* [What to work on]:
Give back only the lines in the records below from the one with "ring dip: (327, 324)" to the one with "pinky tip: (334, 370)", both inclusive, word for word.

* [Records to process]:
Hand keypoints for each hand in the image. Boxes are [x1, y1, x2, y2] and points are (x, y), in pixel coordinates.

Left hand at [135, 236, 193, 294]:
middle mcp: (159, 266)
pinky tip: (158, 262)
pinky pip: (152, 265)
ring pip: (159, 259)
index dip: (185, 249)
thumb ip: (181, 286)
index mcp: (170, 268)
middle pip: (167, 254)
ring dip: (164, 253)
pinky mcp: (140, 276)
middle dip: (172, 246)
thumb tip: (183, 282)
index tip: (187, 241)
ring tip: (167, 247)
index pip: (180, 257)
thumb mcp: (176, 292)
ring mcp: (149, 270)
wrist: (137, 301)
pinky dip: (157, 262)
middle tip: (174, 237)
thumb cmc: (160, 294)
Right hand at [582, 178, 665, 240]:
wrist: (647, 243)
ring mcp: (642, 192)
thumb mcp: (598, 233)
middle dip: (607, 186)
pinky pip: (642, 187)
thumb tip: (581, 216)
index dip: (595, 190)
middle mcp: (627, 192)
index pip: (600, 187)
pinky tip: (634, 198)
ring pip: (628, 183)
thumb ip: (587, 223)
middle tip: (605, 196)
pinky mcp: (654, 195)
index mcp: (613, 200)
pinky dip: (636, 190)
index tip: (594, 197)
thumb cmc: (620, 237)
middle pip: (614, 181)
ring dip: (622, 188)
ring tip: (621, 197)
---
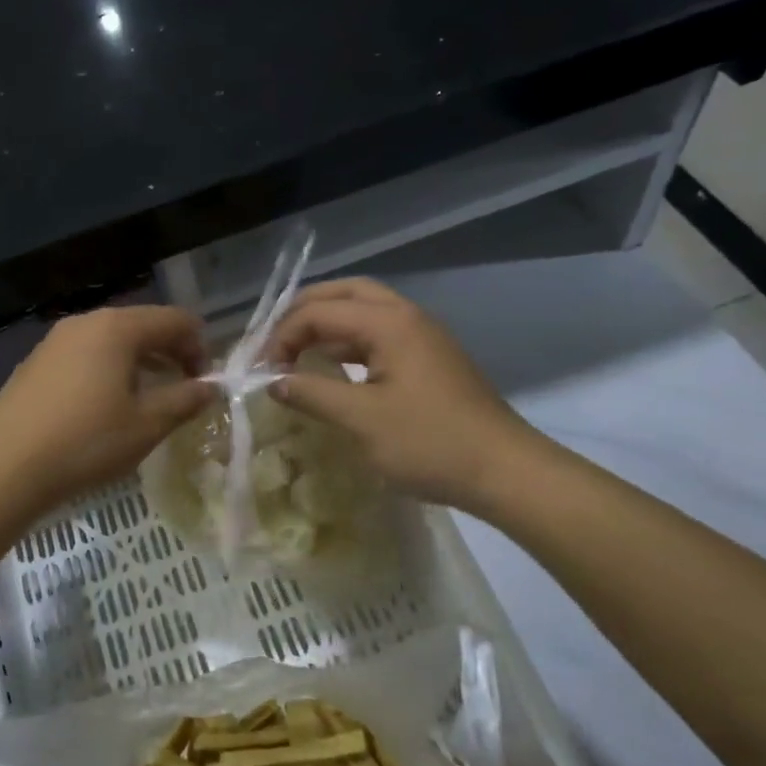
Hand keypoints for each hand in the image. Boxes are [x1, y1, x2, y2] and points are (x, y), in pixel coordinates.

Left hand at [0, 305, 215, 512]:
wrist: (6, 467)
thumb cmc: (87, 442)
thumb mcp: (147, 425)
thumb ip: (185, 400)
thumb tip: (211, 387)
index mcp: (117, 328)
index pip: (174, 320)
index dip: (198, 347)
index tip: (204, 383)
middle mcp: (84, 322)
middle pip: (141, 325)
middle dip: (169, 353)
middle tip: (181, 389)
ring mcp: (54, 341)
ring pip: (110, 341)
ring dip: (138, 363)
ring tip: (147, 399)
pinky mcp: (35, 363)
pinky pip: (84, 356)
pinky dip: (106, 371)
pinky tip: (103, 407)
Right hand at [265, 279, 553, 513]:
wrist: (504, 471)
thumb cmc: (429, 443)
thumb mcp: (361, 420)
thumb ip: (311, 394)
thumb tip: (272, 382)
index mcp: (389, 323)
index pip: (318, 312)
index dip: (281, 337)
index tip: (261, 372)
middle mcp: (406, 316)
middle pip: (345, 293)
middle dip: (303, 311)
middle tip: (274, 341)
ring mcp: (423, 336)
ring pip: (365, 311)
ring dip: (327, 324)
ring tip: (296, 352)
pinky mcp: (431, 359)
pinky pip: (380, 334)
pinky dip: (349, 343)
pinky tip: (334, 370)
---
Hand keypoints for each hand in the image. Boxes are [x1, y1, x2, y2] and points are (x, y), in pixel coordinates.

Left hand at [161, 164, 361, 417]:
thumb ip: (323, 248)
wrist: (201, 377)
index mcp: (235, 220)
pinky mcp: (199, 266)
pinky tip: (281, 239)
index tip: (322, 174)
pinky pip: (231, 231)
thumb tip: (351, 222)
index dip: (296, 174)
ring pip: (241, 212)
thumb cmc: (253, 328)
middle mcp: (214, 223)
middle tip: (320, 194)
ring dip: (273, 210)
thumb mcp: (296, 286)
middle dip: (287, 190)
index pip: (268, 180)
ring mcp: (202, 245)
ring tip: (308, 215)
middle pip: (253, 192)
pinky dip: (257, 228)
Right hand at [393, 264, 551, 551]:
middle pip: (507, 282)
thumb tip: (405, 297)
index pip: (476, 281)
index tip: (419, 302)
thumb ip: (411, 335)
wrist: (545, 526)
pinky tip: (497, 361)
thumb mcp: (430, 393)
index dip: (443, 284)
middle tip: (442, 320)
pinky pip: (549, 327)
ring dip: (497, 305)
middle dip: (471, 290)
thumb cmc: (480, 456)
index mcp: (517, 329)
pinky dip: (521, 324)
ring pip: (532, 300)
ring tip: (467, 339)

* [Completed task]:
ring dip: (327, 324)
ring tip: (296, 352)
pinky mcp: (431, 359)
pinky pip: (380, 334)
pinky dip: (349, 343)
pinky tip: (334, 370)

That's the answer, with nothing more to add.